These texts become very important keys for understanding the social life of art and the possibilities of its making especially in situations where not a single but multiple, even conflicting, conceptions are in play, indeed deliberately being brought into to play to counter others. Such has certainly been the situation during the past fifty years of interpreting art in Lebanon. “Traditional,” “European,” “Arab,” “universal,” “Ottoman,” “modern,” “Islamic,” “nationalist,” and “individual” notions of art were called upon by different actors to promote various projects designed to transform society. It is in part the reason why so much of the art produced seems to exist simultaneously on the verge of categories as diverse as trash and fine art. The same objects have been viewed at different points in history as “traditional,” “European,” “Islamic,” and “modern.”

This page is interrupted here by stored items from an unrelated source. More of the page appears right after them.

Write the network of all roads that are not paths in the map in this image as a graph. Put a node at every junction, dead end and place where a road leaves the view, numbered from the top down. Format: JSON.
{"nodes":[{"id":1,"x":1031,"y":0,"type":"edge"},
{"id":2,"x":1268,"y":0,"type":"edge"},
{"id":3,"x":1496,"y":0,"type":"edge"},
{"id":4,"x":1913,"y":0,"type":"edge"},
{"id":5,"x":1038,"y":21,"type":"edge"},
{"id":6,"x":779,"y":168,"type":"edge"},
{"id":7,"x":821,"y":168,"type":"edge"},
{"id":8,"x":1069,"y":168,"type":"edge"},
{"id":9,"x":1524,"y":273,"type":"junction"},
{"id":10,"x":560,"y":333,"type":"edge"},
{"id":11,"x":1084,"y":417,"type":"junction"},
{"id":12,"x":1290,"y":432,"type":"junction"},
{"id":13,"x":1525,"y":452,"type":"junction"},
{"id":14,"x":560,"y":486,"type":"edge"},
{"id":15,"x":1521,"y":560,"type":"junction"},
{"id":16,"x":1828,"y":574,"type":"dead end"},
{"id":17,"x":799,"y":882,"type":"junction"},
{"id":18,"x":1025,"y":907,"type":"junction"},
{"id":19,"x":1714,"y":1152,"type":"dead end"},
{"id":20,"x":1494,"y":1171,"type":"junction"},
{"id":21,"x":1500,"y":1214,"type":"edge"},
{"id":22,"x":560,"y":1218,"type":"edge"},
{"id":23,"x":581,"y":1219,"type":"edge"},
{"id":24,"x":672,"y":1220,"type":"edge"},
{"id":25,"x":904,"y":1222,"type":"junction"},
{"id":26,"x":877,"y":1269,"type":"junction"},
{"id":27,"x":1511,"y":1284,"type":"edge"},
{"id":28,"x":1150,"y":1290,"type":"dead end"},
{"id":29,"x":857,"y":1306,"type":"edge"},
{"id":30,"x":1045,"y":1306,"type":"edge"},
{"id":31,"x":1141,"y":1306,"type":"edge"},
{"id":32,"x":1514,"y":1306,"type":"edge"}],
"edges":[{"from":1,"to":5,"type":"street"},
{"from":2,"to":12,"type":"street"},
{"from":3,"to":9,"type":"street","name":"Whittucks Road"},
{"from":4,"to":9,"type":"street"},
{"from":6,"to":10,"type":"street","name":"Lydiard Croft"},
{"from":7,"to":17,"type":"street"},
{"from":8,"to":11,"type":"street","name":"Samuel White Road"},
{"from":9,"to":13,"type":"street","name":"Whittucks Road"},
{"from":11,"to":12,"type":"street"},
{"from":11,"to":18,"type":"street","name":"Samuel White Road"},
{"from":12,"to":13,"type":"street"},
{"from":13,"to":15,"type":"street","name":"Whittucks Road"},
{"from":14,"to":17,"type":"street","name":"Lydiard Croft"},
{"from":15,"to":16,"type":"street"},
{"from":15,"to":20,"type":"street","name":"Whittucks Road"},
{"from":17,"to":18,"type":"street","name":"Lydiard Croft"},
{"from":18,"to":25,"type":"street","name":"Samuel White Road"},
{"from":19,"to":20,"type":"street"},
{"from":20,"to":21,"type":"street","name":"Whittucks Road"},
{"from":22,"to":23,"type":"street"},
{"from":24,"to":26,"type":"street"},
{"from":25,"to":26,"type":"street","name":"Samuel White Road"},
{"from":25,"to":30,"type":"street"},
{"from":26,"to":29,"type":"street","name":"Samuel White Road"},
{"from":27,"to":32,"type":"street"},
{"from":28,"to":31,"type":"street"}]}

My interest in the stack of articles stored in Choucair’s studio, whose counterparts lie in the homes of so many other locally active artists, is inspired by feminist theory that seeks to place the “contradictoriness of socio-cultural systems center stage” (Lederman 1989:230). Such a focus leads to an interest in “cultural possibilities” where culture is not assumed to be shared but contested (Lederman 1989:230). By looking at Choucair’s fifty year-long troubled career, that which she has experienced as a “lack” of art in Lebanon, one can study what art as a category has meant (cf., Nochlin 1988) for a Lebanon that has transformed in that time from a French Mandatory possession to a territorial state, from a largely feudal-agricultural economy to a cosmopolitan import-export one (Fawaz 1983, Gates 1998).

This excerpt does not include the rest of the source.